Eddie Asher, a startlingly handsome bi-racial man and our third-person POV narrator, was adopted as an infant by a white family, granting Eddie loving parents, and an older brother, Robert, that he quickly came to idolize. But could that also have been the start of all his problems? For not only is adult Eddie (now twenty-seven years-old) plagued by alienation, insecurity, and agonizing racial loneliness — but he suffers from mysterious black-outs, leaving huge jagged gaps in his memory that no therapist can seem to get to the bottom of.
The plot thickens when we, the reader, meet Par – a first-person narrator as mysterious as he is intriguing. Par, who presents as a sort of dissociative identity, lives within Eddie, taking over when Eddie needs him, as a sort of psychological trauma-buster – managing situations he deems to be too intense for fragile Eddie to handle.

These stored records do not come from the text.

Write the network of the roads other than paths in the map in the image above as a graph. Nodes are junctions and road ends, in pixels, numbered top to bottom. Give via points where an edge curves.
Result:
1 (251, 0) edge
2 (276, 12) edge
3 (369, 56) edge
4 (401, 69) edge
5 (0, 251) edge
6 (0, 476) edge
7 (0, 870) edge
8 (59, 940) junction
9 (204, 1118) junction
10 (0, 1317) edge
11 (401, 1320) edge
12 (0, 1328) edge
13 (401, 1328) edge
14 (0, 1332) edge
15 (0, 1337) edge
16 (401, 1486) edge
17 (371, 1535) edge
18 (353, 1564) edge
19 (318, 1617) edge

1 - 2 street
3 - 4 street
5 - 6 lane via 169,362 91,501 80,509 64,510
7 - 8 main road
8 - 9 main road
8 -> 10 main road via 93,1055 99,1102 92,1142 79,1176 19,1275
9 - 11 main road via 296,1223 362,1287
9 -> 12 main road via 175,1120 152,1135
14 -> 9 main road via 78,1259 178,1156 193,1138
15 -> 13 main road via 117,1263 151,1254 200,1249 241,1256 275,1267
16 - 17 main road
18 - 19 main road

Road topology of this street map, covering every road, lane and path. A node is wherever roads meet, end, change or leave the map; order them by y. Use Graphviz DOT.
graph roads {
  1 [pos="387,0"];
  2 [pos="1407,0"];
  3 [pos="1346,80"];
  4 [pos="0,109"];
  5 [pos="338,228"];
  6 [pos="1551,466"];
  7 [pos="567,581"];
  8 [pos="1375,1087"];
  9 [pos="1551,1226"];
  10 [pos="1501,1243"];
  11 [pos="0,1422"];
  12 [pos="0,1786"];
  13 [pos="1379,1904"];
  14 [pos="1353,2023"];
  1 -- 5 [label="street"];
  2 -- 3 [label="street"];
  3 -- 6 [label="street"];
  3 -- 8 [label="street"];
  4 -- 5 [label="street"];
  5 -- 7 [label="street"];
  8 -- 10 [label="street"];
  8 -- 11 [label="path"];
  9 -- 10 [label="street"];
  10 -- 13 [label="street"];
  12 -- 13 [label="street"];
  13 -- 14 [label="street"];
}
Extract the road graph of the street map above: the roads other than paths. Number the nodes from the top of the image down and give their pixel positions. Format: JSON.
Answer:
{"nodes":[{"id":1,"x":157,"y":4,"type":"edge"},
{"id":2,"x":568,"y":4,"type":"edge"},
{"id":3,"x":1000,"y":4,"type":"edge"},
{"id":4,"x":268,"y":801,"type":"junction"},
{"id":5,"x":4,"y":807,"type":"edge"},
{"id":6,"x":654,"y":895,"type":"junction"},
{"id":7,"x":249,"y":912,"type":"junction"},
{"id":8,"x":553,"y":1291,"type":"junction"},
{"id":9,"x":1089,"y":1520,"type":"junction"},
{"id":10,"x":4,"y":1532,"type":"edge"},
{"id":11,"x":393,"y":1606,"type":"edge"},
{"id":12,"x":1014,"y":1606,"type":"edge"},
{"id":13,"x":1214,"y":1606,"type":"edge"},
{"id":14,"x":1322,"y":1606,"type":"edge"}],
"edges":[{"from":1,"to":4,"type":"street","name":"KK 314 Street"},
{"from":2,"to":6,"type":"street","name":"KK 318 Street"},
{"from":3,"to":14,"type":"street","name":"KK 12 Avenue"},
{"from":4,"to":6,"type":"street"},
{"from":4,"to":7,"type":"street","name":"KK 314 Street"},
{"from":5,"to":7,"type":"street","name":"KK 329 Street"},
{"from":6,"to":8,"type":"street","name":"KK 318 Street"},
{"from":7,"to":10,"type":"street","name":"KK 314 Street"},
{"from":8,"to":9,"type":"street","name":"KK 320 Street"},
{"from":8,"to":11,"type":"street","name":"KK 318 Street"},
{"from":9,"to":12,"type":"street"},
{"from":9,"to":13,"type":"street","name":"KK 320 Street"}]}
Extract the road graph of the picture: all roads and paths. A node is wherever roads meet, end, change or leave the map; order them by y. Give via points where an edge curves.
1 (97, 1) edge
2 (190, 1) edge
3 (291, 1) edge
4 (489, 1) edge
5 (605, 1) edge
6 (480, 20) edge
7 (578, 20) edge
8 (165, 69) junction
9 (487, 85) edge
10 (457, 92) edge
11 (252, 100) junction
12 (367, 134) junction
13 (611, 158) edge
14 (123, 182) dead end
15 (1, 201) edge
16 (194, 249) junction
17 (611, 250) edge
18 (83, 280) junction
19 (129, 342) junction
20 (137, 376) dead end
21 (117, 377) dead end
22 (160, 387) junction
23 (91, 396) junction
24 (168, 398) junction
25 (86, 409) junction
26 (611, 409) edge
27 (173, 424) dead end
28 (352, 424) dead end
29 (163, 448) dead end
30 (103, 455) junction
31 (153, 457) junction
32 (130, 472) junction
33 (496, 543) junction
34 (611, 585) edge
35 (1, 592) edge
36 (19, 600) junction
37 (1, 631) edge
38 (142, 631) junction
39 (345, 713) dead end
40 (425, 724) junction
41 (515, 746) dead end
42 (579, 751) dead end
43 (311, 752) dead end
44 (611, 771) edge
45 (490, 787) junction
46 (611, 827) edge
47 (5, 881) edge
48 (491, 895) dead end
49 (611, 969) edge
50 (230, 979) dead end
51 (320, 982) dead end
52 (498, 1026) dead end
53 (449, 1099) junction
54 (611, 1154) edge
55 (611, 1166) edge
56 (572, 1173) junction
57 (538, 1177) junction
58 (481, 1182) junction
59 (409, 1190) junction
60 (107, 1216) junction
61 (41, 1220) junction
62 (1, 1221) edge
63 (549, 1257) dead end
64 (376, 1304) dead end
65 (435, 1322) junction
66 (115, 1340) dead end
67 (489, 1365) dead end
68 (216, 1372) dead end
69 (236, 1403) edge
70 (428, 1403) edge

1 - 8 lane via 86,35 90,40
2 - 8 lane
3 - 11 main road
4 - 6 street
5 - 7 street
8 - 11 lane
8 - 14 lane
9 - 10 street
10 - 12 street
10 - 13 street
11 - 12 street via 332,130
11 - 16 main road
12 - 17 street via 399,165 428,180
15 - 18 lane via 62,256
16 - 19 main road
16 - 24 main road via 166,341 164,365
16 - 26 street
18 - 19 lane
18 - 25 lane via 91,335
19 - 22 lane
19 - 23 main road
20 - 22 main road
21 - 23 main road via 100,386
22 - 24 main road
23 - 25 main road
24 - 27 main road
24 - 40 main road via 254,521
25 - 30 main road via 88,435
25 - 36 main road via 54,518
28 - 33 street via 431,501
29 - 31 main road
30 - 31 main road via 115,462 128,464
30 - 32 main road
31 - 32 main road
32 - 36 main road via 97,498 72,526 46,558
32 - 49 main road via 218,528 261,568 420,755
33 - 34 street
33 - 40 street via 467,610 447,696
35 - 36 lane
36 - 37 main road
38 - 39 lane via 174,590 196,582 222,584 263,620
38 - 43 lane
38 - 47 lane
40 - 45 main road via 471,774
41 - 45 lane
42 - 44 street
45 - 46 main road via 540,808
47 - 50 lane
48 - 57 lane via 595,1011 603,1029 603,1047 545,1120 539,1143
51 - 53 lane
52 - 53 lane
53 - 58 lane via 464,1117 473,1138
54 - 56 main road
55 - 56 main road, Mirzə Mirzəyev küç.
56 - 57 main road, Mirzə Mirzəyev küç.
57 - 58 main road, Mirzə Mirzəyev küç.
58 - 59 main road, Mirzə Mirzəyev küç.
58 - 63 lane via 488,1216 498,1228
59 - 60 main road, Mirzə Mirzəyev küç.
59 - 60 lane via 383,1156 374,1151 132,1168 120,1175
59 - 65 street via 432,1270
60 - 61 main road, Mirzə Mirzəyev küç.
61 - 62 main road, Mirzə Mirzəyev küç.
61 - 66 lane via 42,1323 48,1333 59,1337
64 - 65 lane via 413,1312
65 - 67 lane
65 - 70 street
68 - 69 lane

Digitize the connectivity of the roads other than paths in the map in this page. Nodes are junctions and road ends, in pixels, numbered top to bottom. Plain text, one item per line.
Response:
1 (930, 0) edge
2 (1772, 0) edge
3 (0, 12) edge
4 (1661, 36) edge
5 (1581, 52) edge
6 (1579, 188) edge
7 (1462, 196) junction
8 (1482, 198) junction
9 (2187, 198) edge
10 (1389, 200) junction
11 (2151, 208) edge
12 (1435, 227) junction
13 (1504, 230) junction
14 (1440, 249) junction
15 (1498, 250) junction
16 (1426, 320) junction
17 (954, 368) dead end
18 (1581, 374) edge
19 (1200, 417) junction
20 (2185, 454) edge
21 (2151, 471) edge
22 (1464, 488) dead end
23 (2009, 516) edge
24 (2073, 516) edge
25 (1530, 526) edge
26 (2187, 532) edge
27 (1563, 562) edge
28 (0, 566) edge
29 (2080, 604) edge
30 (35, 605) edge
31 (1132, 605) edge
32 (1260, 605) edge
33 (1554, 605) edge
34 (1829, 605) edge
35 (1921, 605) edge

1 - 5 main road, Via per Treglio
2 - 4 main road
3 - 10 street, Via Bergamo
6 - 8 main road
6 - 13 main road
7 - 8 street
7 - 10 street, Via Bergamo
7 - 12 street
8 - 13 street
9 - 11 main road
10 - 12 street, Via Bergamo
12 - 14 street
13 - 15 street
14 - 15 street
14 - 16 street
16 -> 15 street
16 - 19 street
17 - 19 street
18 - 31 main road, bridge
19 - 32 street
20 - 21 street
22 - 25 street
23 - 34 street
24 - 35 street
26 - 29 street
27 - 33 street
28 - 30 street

Eddie’s world becomes even more chaotic when he meets the exotic Wynter family – artistically-gifted Black dance-studio owners, with a mixed-race fourth daughter, Lucy, that Eddie is immediately drawn to. Even if she happens to be the fiancé of his brother, Robert.
How Eddie will manage his rapidly escalating identity crisis, his tortuous and fragmented memory, his growing dependance on Lucy and her clan, and what now appears to be a black-out-driven penchant for violence, is the subject of this story – along with, perhaps even more importantly, — questions surrounding what has led to Eddie’s precarious psychological state, and what (if anything exists at all) will it take to see him made whole?
Interesting questions, handled with a well-crafted cast of characters and a few dramatic twists this reader only partially saw coming.
A great big thank you to Netgalley, the author, and the publisher for an ARC of this book. All thoughts presented are my own.